# Requirement:
Each line of the data below that contains "Τιμίου" must be copied.

Stored items:

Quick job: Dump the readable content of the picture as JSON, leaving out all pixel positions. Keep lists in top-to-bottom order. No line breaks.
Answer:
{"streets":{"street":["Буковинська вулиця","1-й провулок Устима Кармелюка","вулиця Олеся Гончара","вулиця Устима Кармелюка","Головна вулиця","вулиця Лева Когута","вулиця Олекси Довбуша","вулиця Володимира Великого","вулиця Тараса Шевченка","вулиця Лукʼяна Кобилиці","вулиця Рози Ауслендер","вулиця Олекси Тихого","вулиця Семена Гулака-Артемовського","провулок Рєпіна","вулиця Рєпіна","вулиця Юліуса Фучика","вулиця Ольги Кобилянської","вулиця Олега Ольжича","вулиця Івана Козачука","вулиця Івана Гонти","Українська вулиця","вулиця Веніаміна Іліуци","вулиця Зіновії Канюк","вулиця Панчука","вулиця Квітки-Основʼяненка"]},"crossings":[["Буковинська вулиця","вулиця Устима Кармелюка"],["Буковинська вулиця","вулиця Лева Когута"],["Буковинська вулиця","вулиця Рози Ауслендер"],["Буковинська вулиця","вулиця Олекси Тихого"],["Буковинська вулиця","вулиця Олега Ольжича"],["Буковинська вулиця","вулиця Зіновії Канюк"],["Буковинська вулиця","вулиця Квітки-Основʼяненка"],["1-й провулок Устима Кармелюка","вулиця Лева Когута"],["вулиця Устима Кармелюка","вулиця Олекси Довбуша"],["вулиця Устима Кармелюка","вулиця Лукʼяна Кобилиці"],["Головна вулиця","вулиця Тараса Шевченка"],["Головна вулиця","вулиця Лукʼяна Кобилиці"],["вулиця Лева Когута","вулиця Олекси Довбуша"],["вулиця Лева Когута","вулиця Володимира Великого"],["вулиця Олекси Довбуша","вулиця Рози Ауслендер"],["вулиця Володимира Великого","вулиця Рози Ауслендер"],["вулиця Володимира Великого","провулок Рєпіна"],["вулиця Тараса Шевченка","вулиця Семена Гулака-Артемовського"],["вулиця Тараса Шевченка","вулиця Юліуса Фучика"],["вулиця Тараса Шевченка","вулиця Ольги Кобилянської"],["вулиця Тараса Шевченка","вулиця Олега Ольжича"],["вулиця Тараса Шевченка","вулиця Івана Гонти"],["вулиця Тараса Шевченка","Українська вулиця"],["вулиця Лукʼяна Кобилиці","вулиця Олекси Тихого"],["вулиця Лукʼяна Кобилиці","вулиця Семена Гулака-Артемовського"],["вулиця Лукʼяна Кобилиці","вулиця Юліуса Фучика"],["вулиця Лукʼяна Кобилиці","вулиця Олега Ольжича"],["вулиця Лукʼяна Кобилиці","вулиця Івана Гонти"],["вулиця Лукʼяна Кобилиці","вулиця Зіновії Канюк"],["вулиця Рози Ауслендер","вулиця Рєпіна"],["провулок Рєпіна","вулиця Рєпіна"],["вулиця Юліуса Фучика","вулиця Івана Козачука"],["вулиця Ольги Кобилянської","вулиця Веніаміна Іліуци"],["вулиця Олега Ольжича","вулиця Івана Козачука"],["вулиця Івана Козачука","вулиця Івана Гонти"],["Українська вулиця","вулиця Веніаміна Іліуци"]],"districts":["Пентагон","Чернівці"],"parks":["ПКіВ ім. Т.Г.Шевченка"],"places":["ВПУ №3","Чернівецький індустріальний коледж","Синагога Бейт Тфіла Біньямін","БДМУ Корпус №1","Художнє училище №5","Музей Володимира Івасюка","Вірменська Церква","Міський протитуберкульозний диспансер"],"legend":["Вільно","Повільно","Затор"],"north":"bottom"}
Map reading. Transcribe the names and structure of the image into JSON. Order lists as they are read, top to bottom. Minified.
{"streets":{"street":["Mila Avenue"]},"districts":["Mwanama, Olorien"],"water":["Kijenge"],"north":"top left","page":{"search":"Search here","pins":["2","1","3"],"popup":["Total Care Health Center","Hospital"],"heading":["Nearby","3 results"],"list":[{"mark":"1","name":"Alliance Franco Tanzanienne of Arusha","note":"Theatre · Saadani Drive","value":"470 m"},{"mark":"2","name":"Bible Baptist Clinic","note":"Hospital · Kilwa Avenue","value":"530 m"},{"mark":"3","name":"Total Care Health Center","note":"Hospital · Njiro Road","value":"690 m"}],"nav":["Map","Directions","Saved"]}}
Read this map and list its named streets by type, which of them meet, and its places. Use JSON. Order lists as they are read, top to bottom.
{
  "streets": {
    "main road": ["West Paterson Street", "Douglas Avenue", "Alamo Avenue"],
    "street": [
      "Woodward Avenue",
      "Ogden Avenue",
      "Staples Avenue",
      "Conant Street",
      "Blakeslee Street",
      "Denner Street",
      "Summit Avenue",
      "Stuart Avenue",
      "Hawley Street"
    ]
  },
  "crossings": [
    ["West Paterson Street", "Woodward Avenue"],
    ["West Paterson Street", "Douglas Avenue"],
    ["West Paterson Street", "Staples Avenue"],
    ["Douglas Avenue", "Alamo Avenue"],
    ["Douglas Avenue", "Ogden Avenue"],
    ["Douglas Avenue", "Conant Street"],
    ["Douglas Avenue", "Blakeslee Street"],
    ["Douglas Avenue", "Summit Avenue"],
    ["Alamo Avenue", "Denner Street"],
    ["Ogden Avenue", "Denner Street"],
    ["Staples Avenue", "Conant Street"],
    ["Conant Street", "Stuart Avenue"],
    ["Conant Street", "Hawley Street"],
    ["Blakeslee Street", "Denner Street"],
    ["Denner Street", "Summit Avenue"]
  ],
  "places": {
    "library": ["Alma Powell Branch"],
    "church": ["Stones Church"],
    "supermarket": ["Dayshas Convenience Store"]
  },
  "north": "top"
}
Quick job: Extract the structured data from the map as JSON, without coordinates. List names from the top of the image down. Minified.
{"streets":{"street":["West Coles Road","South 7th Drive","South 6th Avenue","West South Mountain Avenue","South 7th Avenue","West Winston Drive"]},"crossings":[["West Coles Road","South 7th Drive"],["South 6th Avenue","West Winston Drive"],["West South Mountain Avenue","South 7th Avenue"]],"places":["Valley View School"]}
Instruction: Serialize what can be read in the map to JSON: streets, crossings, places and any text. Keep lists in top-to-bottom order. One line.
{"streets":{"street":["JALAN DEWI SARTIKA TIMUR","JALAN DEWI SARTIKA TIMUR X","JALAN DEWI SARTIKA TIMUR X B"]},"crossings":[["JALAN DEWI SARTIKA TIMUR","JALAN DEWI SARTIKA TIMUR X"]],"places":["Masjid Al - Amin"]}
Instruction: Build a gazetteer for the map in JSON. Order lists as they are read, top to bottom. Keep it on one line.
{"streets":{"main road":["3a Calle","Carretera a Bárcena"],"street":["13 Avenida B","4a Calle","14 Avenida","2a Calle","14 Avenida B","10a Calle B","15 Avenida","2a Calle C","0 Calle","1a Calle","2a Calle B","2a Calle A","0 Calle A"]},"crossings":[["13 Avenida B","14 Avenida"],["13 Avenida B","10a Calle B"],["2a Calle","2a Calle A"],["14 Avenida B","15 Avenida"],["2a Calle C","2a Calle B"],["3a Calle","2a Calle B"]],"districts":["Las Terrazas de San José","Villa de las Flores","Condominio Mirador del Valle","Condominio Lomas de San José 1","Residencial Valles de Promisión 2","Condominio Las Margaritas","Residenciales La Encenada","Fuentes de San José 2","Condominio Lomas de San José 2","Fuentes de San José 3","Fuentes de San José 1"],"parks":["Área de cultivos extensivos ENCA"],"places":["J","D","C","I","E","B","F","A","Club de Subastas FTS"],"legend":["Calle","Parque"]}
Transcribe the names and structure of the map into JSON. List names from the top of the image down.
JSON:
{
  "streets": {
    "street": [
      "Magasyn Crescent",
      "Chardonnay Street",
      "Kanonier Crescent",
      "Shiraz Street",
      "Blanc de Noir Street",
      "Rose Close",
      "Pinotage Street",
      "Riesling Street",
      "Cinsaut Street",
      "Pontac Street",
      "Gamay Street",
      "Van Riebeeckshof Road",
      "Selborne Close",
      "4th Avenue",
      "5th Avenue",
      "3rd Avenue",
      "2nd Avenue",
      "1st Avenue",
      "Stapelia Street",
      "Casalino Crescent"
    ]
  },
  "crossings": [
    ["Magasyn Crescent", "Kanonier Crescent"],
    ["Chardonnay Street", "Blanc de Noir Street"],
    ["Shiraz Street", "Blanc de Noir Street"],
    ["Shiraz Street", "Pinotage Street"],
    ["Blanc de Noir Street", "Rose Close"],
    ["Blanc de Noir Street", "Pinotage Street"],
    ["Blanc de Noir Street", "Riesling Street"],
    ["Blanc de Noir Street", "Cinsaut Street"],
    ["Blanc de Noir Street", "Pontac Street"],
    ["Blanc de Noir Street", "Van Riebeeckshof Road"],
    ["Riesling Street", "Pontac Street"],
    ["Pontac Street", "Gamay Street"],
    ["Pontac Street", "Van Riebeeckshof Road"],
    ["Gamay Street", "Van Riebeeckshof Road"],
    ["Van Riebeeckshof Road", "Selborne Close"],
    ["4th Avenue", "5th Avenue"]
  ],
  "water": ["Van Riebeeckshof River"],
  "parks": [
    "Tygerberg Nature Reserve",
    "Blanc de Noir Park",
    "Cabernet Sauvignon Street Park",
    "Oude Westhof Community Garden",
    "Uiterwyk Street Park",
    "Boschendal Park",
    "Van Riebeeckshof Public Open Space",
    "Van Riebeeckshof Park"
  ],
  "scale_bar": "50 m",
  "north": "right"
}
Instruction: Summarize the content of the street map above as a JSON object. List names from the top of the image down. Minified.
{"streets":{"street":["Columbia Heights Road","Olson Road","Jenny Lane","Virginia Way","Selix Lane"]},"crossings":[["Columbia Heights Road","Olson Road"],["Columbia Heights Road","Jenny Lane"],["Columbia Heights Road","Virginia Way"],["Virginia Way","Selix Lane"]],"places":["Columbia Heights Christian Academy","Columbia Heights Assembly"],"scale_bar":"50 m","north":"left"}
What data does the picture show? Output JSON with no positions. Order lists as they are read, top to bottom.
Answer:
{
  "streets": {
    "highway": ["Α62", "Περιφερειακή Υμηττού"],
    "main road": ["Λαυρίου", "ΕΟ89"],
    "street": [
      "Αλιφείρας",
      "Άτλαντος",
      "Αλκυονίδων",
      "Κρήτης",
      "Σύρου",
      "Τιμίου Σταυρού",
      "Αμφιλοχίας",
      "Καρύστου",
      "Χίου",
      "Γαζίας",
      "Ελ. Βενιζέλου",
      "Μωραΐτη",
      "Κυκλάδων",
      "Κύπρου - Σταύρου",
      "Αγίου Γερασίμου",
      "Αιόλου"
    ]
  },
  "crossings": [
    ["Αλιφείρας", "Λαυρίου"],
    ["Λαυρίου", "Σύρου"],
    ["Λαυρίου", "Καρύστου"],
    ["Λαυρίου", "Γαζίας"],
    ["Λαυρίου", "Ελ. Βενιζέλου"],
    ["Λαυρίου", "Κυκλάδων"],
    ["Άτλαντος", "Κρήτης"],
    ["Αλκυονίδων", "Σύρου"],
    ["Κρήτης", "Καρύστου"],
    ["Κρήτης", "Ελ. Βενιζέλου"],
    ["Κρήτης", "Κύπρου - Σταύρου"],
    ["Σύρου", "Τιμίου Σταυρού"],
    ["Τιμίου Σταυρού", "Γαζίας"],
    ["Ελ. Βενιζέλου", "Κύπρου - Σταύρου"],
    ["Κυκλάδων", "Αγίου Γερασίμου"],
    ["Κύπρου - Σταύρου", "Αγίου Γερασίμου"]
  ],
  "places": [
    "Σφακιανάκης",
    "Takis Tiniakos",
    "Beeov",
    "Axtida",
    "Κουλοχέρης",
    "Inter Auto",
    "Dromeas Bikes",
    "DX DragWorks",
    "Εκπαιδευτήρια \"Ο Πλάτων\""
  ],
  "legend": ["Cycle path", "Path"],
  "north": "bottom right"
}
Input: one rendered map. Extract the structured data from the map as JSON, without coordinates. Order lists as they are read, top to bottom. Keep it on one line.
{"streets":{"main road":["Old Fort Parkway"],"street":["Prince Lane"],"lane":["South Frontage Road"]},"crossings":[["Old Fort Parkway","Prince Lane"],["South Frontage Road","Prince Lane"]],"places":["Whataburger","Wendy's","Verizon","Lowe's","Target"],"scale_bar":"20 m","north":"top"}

# Answer to this problem:
      "Τιμίου Σταυρού",
    ["Σύρου", "Τιμίου Σταυρού"],
    ["Τιμίου Σταυρού", "Γαζίας"],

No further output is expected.